If you’re not Goldman Sachs, says Steven Rattner, you ain’t squat:
Most troublesome is the legalization of “crowd funding,” the ability of start-up companies to raise capital from small investors on the Internet. While such lightly regulated capital raising has existed for years, until now, “investors” could receive only trinkets and other items of small value, similar to the way public television raises funds. As soon as regulations required to implement the new rules are completed, people who invest money in start-ups through sites similar to Kickstarter will be able to receive a financial interest in the soliciting company, much like buying shares on the stock exchange. But the enterprises soliciting these funds will hardly be big corporations like Wal-Mart or Exxon; they will be small start-ups with no track records.
And God, or Robert Reich, forbid that small investors should actually own anything, am I right?
Write this down and memorize it, Rattzo: “Too big to fail” is the functional equivalent of “too big to be useful,” and will remain so just as long as Wall Street’s sole interest is the care and feeding of Wall Street.

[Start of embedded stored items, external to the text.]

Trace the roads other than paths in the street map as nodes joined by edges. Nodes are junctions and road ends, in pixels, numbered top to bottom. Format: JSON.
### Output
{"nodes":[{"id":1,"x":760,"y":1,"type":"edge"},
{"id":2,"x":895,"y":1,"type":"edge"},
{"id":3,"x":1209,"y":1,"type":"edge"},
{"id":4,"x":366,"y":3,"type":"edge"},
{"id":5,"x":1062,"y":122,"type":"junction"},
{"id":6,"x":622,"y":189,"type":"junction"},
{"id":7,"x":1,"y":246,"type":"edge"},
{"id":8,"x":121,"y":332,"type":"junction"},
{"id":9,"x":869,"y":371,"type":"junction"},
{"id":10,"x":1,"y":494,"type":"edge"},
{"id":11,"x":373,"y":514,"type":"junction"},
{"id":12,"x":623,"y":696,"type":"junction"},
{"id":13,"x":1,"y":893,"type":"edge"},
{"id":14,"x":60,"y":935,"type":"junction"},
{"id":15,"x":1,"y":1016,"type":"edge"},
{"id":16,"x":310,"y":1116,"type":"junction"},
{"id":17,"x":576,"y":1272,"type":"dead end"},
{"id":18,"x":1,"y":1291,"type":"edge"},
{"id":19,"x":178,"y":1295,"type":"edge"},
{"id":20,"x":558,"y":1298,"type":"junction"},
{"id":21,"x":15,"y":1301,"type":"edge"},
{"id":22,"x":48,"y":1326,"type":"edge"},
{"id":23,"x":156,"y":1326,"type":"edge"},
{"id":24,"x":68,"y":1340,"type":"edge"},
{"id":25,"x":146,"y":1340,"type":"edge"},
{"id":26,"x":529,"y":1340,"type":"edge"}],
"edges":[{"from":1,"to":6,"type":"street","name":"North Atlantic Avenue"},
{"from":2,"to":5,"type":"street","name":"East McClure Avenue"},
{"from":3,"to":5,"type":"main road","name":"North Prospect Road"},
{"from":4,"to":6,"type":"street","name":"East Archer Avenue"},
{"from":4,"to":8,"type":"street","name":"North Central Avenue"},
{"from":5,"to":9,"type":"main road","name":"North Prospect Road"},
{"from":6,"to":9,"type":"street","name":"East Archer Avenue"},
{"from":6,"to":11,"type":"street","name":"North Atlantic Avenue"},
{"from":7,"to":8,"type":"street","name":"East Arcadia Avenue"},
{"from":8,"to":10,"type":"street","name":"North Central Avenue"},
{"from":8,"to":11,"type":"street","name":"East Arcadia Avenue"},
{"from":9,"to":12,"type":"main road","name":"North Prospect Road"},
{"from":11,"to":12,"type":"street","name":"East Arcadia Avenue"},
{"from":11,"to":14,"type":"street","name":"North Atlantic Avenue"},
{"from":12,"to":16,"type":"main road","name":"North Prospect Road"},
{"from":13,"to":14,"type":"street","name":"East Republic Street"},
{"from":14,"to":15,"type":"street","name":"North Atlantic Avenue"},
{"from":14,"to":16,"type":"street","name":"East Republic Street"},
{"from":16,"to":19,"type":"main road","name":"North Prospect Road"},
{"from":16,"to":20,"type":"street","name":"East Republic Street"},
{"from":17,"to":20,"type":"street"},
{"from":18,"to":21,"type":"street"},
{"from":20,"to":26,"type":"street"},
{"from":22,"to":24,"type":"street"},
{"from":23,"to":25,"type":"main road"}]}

Oh, and before you express your oh-so-sincere concern about all us player wannabes, you might consider this from Warren Meyer:
I predict that over [time] that Internet entrepreneurs running such crowd-sourcing sites would develop reputation management and review tools for investors (similar to those at Amazon and eBay). Over time, it may be that these become far more trustworthy than current credit agency reports or investment bank recommendations. After all, which do you trust more a 5-star Amazon review with 35 responses or a Goldman Sachs “buy” recommendation on an IPO like Facebook or Groupon? Besides, it would take a very long time, like eternity, for fraud losses in a crowd-sourcing site to equal 1/100 of the investor losses to heavily regulated Bernie Madoff.
Consider yourself downgraded, Rattski.